[What you are asked to do] Copy out the entries that follow, unchanged.

[Entries supplied]
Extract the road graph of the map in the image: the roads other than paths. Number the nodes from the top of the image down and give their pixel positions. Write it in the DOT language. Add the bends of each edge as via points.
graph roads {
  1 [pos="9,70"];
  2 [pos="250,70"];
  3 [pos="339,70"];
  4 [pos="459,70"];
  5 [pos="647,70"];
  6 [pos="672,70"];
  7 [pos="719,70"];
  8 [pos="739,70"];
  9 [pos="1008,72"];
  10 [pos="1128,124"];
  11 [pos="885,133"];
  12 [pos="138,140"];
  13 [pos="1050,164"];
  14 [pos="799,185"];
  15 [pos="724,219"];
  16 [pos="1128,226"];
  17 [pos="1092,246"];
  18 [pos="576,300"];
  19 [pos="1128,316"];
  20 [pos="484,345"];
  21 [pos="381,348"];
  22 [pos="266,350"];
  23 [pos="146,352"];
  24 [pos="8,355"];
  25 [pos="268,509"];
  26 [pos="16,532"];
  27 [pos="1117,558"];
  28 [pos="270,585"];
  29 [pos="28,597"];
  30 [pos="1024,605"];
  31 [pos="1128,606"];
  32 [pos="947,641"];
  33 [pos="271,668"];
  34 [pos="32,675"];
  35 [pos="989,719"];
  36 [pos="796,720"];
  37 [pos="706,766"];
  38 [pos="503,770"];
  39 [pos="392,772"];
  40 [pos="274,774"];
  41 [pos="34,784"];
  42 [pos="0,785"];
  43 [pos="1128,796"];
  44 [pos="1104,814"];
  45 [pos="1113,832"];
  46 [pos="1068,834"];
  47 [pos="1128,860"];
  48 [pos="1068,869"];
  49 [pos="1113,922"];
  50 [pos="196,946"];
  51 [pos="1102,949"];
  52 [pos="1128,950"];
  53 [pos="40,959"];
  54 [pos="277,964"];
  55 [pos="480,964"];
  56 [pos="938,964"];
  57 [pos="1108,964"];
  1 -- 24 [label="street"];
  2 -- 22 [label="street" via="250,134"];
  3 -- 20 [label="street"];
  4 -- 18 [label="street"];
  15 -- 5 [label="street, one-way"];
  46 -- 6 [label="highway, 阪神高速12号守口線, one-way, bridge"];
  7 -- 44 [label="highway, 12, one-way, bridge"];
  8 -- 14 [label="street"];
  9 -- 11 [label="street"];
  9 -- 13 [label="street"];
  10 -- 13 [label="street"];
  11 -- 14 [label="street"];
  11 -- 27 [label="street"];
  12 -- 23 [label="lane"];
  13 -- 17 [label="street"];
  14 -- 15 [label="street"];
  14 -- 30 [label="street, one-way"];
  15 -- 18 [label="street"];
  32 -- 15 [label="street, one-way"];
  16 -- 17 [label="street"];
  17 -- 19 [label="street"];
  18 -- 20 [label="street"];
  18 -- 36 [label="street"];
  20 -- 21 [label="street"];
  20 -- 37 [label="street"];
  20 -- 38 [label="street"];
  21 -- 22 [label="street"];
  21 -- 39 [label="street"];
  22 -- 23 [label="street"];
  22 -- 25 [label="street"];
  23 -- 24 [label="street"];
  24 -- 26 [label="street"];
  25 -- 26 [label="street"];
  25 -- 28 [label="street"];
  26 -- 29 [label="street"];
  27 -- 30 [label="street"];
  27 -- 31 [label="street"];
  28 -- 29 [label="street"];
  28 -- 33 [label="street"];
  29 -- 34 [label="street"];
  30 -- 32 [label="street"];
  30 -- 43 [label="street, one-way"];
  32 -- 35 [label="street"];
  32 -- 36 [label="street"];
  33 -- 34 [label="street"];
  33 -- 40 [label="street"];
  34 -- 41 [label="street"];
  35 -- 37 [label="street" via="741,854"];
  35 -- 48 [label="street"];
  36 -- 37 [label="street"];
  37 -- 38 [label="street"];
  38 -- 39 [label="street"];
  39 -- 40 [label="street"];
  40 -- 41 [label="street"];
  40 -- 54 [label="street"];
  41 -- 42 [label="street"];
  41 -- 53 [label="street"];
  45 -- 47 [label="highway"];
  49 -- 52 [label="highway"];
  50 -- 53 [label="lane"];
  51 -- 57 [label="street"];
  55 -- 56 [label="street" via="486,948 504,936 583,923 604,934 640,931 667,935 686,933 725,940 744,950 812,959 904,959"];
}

[Final answer]
Extract the road graph of the map in the image: the roads other than paths. Number the nodes from the top of the image down and give their pixel positions. Write it in the DOT language. Add the bends of each edge as via points.
graph roads {
  1 [pos="9,70"];
  2 [pos="250,70"];
  3 [pos="339,70"];
  4 [pos="459,70"];
  5 [pos="647,70"];
  6 [pos="672,70"];
  7 [pos="719,70"];
  8 [pos="739,70"];
  9 [pos="1008,72"];
  10 [pos="1128,124"];
  11 [pos="885,133"];
  12 [pos="138,140"];
  13 [pos="1050,164"];
  14 [pos="799,185"];
  15 [pos="724,219"];
  16 [pos="1128,226"];
  17 [pos="1092,246"];
  18 [pos="576,300"];
  19 [pos="1128,316"];
  20 [pos="484,345"];
  21 [pos="381,348"];
  22 [pos="266,350"];
  23 [pos="146,352"];
  24 [pos="8,355"];
  25 [pos="268,509"];
  26 [pos="16,532"];
  27 [pos="1117,558"];
  28 [pos="270,585"];
  29 [pos="28,597"];
  30 [pos="1024,605"];
  31 [pos="1128,606"];
  32 [pos="947,641"];
  33 [pos="271,668"];
  34 [pos="32,675"];
  35 [pos="989,719"];
  36 [pos="796,720"];
  37 [pos="706,766"];
  38 [pos="503,770"];
  39 [pos="392,772"];
  40 [pos="274,774"];
  41 [pos="34,784"];
  42 [pos="0,785"];
  43 [pos="1128,796"];
  44 [pos="1104,814"];
  45 [pos="1113,832"];
  46 [pos="1068,834"];
  47 [pos="1128,860"];
  48 [pos="1068,869"];
  49 [pos="1113,922"];
  50 [pos="196,946"];
  51 [pos="1102,949"];
  52 [pos="1128,950"];
  53 [pos="40,959"];
  54 [pos="277,964"];
  55 [pos="480,964"];
  56 [pos="938,964"];
  57 [pos="1108,964"];
  1 -- 24 [label="street"];
  2 -- 22 [label="street" via="250,134"];
  3 -- 20 [label="street"];
  4 -- 18 [label="street"];
  15 -- 5 [label="street, one-way"];
  46 -- 6 [label="highway, 阪神高速12号守口線, one-way, bridge"];
  7 -- 44 [label="highway, 12, one-way, bridge"];
  8 -- 14 [label="street"];
  9 -- 11 [label="street"];
  9 -- 13 [label="street"];
  10 -- 13 [label="street"];
  11 -- 14 [label="street"];
  11 -- 27 [label="street"];
  12 -- 23 [label="lane"];
  13 -- 17 [label="street"];
  14 -- 15 [label="street"];
  14 -- 30 [label="street, one-way"];
  15 -- 18 [label="street"];
  32 -- 15 [label="street, one-way"];
  16 -- 17 [label="street"];
  17 -- 19 [label="street"];
  18 -- 20 [label="street"];
  18 -- 36 [label="street"];
  20 -- 21 [label="street"];
  20 -- 37 [label="street"];
  20 -- 38 [label="street"];
  21 -- 22 [label="street"];
  21 -- 39 [label="street"];
  22 -- 23 [label="street"];
  22 -- 25 [label="street"];
  23 -- 24 [label="street"];
  24 -- 26 [label="street"];
  25 -- 26 [label="street"];
  25 -- 28 [label="street"];
  26 -- 29 [label="street"];
  27 -- 30 [label="street"];
  27 -- 31 [label="street"];
  28 -- 29 [label="street"];
  28 -- 33 [label="street"];
  29 -- 34 [label="street"];
  30 -- 32 [label="street"];
  30 -- 43 [label="street, one-way"];
  32 -- 35 [label="street"];
  32 -- 36 [label="street"];
  33 -- 34 [label="street"];
  33 -- 40 [label="street"];
  34 -- 41 [label="street"];
  35 -- 37 [label="street" via="741,854"];
  35 -- 48 [label="street"];
  36 -- 37 [label="street"];
  37 -- 38 [label="street"];
  38 -- 39 [label="street"];
  39 -- 40 [label="street"];
  40 -- 41 [label="street"];
  40 -- 54 [label="street"];
  41 -- 42 [label="street"];
  41 -- 53 [label="street"];
  45 -- 47 [label="highway"];
  49 -- 52 [label="highway"];
  50 -- 53 [label="lane"];
  51 -- 57 [label="street"];
  55 -- 56 [label="street" via="486,948 504,936 583,923 604,934 640,931 667,935 686,933 725,940 744,950 812,959 904,959"];
}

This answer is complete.